─── Records for the task ───
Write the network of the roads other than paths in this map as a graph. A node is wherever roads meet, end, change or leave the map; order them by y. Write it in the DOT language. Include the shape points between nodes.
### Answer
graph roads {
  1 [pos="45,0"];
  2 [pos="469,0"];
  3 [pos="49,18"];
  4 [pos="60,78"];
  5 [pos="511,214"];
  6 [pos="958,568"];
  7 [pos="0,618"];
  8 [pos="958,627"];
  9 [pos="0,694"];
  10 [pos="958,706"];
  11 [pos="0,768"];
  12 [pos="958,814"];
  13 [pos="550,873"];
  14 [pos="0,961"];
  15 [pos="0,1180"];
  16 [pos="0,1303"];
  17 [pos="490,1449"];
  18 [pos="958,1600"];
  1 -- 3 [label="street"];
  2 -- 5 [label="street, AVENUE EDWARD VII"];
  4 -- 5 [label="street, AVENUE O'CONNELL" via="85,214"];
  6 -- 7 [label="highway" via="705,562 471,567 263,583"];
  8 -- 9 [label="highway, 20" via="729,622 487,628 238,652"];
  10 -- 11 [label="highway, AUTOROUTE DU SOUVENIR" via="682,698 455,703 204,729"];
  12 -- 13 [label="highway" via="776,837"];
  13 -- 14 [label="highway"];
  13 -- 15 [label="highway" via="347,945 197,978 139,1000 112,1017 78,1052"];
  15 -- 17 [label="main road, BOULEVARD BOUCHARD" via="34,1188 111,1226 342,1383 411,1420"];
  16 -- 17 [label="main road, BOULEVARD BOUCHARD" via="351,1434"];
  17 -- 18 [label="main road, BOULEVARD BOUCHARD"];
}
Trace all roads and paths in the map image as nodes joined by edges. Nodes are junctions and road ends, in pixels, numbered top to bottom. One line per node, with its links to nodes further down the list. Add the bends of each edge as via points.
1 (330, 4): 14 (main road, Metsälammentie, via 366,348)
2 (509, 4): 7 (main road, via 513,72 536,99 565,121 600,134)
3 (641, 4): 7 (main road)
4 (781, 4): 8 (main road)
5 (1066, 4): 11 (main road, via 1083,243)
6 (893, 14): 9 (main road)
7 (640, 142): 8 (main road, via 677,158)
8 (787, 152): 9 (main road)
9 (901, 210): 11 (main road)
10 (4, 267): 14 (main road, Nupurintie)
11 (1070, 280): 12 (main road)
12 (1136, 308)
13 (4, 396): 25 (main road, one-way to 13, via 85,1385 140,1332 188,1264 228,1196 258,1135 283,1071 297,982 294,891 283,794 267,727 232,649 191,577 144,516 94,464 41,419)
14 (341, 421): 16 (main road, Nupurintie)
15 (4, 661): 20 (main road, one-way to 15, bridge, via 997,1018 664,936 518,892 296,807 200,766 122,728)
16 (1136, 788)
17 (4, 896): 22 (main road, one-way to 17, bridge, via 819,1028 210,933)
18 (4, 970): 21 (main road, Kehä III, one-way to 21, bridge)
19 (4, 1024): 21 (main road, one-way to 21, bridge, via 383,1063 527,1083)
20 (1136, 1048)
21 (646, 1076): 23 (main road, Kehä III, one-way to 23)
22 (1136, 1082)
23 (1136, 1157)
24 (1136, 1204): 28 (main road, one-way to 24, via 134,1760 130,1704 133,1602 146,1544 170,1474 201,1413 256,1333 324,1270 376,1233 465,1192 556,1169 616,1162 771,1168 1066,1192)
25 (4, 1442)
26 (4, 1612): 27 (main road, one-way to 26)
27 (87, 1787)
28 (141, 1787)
───
**Exercise goal**: Copy each line above holding "points".

**Solution to this problem**:
Write the network of the roads other than paths in this map as a graph. A node is wherever roads meet, end, change or leave the map; order them by y. Write it in the DOT language. Include the shape points between nodes.
Trace all roads and paths in the map image as nodes joined by edges. Nodes are junctions and road ends, in pixels, numbered top to bottom. One line per node, with its links to nodes further down the list. Add the bends of each edge as via points.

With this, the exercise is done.